Data shown ->
· · · · · · ·
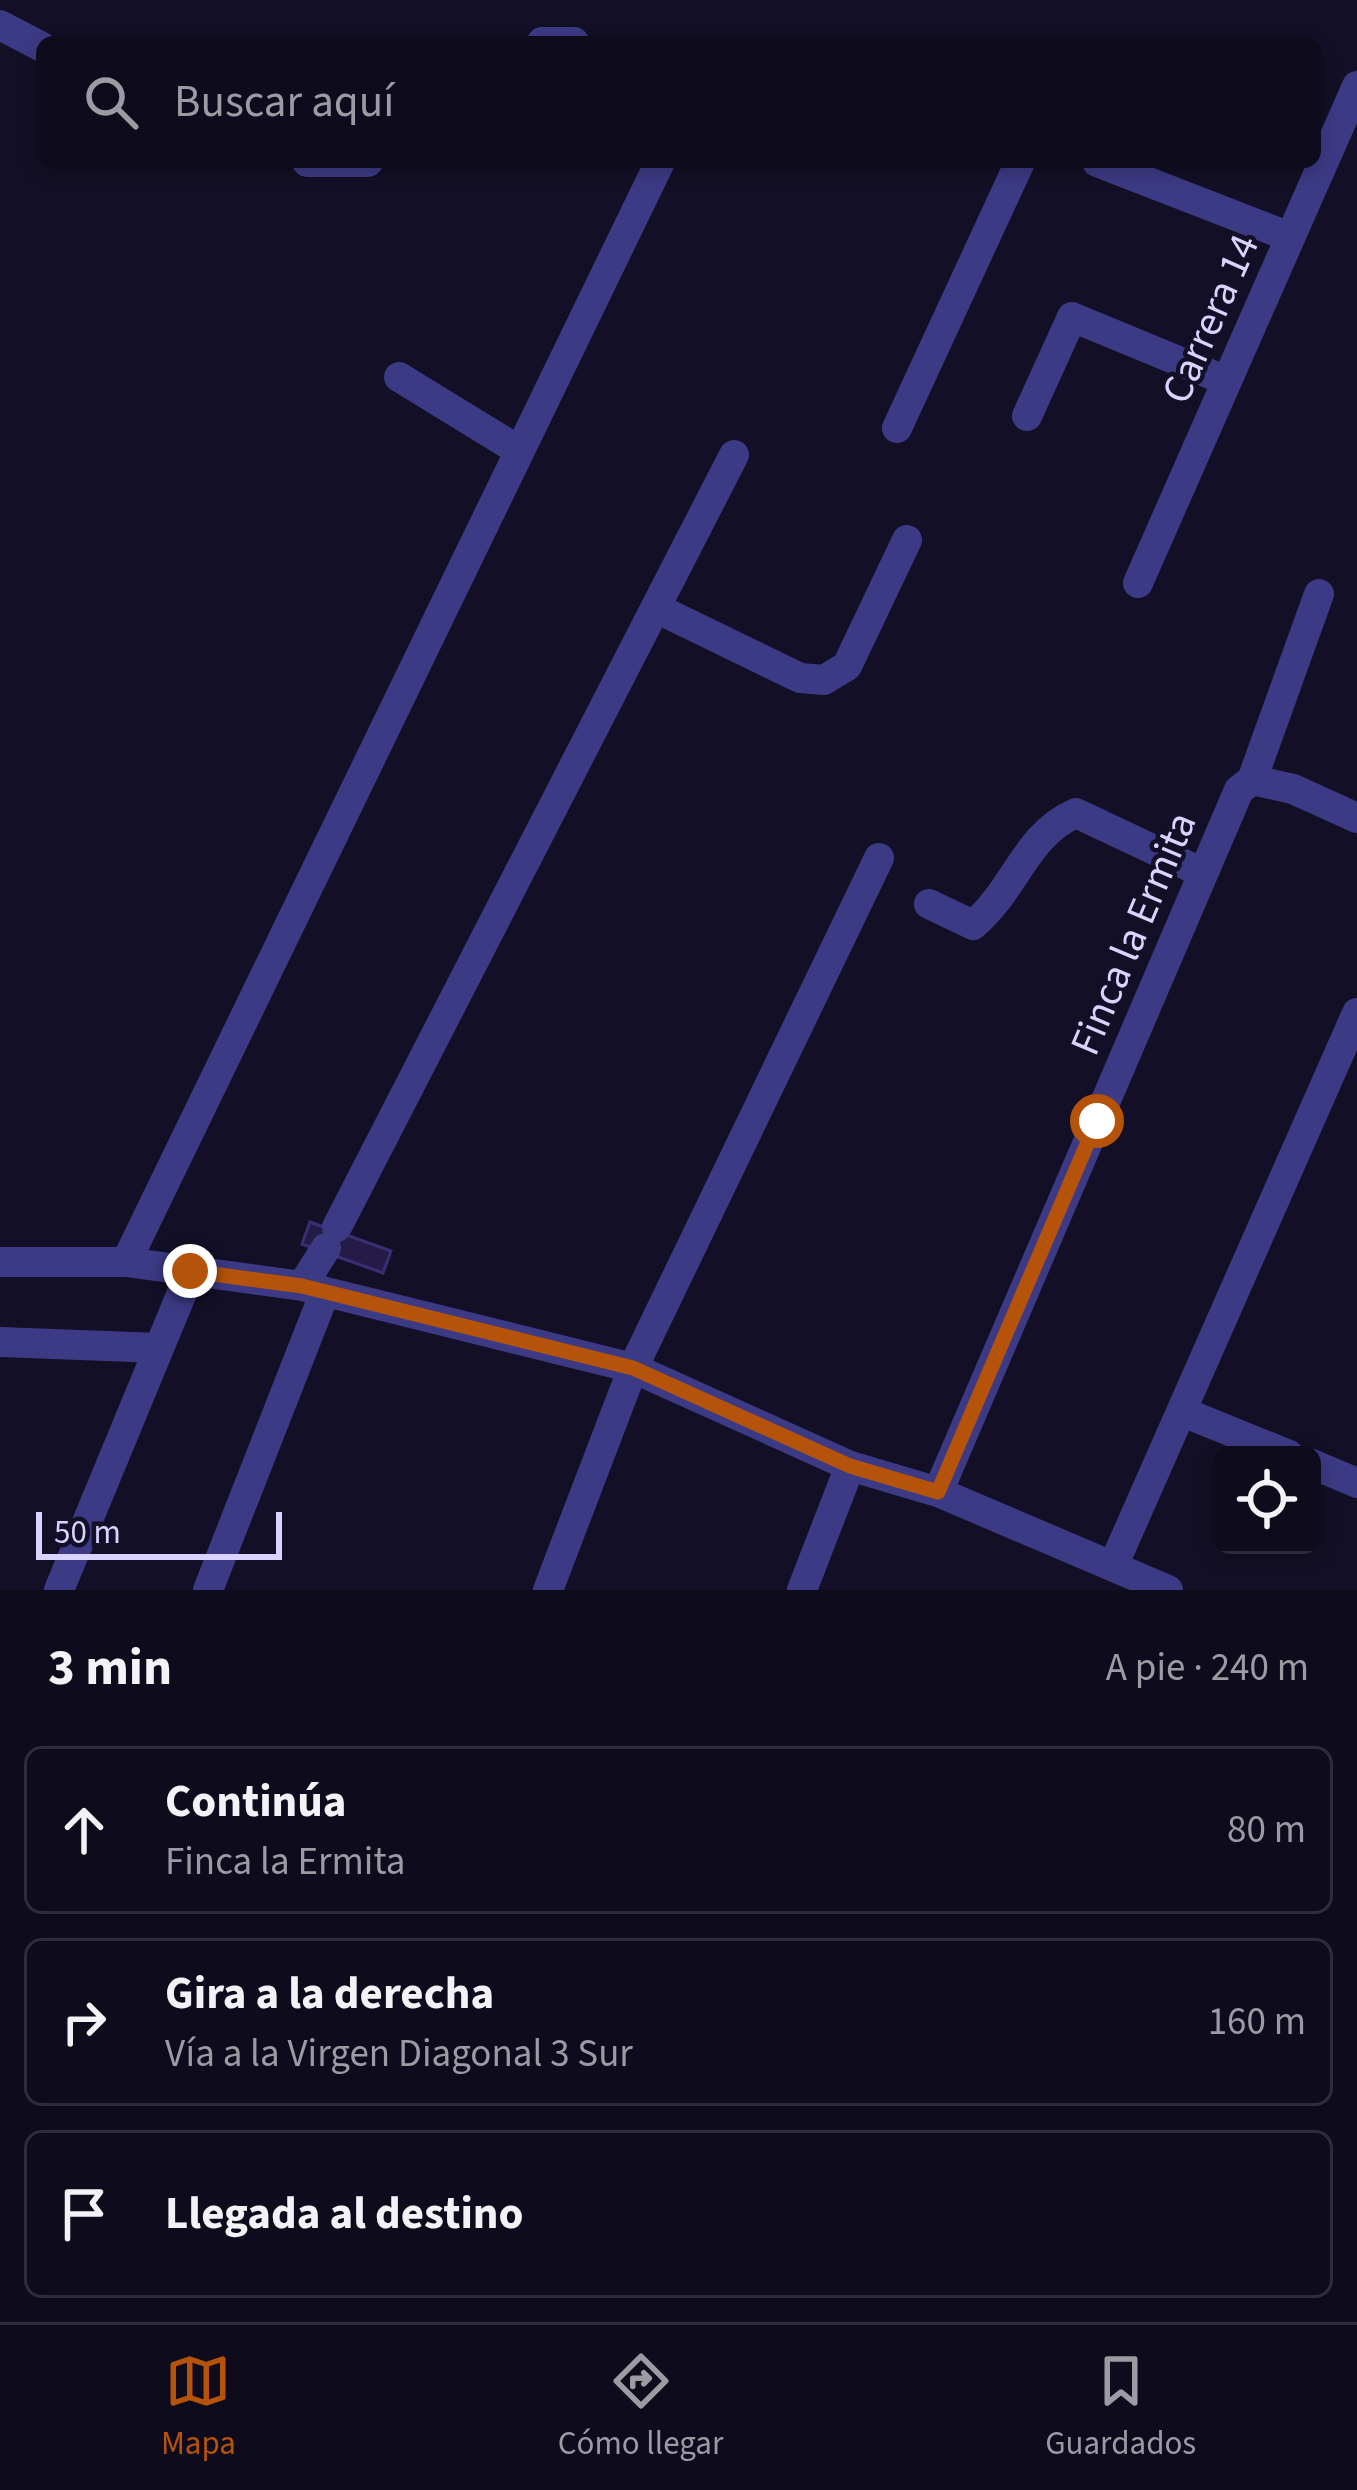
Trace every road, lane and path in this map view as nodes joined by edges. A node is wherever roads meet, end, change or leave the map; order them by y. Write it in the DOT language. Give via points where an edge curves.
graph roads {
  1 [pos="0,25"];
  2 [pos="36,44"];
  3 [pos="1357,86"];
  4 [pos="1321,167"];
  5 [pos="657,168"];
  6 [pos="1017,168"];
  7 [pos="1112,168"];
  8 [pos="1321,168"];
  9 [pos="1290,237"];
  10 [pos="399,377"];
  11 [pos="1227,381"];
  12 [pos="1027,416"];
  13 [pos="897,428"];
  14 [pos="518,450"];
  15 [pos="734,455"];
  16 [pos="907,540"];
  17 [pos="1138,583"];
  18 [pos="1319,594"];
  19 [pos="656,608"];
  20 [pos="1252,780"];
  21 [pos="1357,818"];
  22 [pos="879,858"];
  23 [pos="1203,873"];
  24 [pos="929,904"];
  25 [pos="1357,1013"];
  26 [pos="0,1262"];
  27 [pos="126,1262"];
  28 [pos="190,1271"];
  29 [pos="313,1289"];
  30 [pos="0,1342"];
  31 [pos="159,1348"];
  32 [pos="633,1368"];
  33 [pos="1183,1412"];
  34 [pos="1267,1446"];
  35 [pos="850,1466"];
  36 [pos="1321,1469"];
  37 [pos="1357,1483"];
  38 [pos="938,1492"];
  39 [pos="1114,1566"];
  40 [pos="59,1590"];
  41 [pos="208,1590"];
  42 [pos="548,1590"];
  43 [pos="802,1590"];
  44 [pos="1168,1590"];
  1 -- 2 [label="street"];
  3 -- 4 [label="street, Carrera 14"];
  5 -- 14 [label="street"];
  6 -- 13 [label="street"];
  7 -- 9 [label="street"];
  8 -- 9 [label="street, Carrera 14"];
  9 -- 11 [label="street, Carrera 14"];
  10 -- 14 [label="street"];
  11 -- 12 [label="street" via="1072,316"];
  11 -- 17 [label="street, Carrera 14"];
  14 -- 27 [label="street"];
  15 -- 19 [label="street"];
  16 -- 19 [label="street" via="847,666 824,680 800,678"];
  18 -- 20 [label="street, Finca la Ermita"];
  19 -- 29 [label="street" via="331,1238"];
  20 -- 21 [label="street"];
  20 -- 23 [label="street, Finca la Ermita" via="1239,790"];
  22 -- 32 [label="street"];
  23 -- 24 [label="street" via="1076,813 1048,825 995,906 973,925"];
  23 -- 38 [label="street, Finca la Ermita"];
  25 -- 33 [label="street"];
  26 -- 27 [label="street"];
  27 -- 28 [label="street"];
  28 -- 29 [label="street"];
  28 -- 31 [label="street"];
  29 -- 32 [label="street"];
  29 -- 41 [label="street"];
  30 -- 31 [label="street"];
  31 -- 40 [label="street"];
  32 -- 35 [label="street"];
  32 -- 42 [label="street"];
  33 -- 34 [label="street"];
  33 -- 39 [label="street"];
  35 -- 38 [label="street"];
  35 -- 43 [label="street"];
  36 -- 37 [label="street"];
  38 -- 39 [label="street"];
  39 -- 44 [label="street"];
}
· · · · · · ·
Activity -> Please copy every record above exactly, but leave the pictures out.

Output below ->
Trace every road, lane and path in this map view as nodes joined by edges. A node is wherever roads meet, end, change or leave the map; order them by y. Write it in the DOT language. Give via points where an edge curves.
graph roads {
  1 [pos="0,25"];
  2 [pos="36,44"];
  3 [pos="1357,86"];
  4 [pos="1321,167"];
  5 [pos="657,168"];
  6 [pos="1017,168"];
  7 [pos="1112,168"];
  8 [pos="1321,168"];
  9 [pos="1290,237"];
  10 [pos="399,377"];
  11 [pos="1227,381"];
  12 [pos="1027,416"];
  13 [pos="897,428"];
  14 [pos="518,450"];
  15 [pos="734,455"];
  16 [pos="907,540"];
  17 [pos="1138,583"];
  18 [pos="1319,594"];
  19 [pos="656,608"];
  20 [pos="1252,780"];
  21 [pos="1357,818"];
  22 [pos="879,858"];
  23 [pos="1203,873"];
  24 [pos="929,904"];
  25 [pos="1357,1013"];
  26 [pos="0,1262"];
  27 [pos="126,1262"];
  28 [pos="190,1271"];
  29 [pos="313,1289"];
  30 [pos="0,1342"];
  31 [pos="159,1348"];
  32 [pos="633,1368"];
  33 [pos="1183,1412"];
  34 [pos="1267,1446"];
  35 [pos="850,1466"];
  36 [pos="1321,1469"];
  37 [pos="1357,1483"];
  38 [pos="938,1492"];
  39 [pos="1114,1566"];
  40 [pos="59,1590"];
  41 [pos="208,1590"];
  42 [pos="548,1590"];
  43 [pos="802,1590"];
  44 [pos="1168,1590"];
  1 -- 2 [label="street"];
  3 -- 4 [label="street, Carrera 14"];
  5 -- 14 [label="street"];
  6 -- 13 [label="street"];
  7 -- 9 [label="street"];
  8 -- 9 [label="street, Carrera 14"];
  9 -- 11 [label="street, Carrera 14"];
  10 -- 14 [label="street"];
  11 -- 12 [label="street" via="1072,316"];
  11 -- 17 [label="street, Carrera 14"];
  14 -- 27 [label="street"];
  15 -- 19 [label="street"];
  16 -- 19 [label="street" via="847,666 824,680 800,678"];
  18 -- 20 [label="street, Finca la Ermita"];
  19 -- 29 [label="street" via="331,1238"];
  20 -- 21 [label="street"];
  20 -- 23 [label="street, Finca la Ermita" via="1239,790"];
  22 -- 32 [label="street"];
  23 -- 24 [label="street" via="1076,813 1048,825 995,906 973,925"];
  23 -- 38 [label="street, Finca la Ermita"];
  25 -- 33 [label="street"];
  26 -- 27 [label="street"];
  27 -- 28 [label="street"];
  28 -- 29 [label="street"];
  28 -- 31 [label="street"];
  29 -- 32 [label="street"];
  29 -- 41 [label="street"];
  30 -- 31 [label="street"];
  31 -- 40 [label="street"];
  32 -- 35 [label="street"];
  32 -- 42 [label="street"];
  33 -- 34 [label="street"];
  33 -- 39 [label="street"];
  35 -- 38 [label="street"];
  35 -- 43 [label="street"];
  36 -- 37 [label="street"];
  38 -- 39 [label="street"];
  39 -- 44 [label="street"];
}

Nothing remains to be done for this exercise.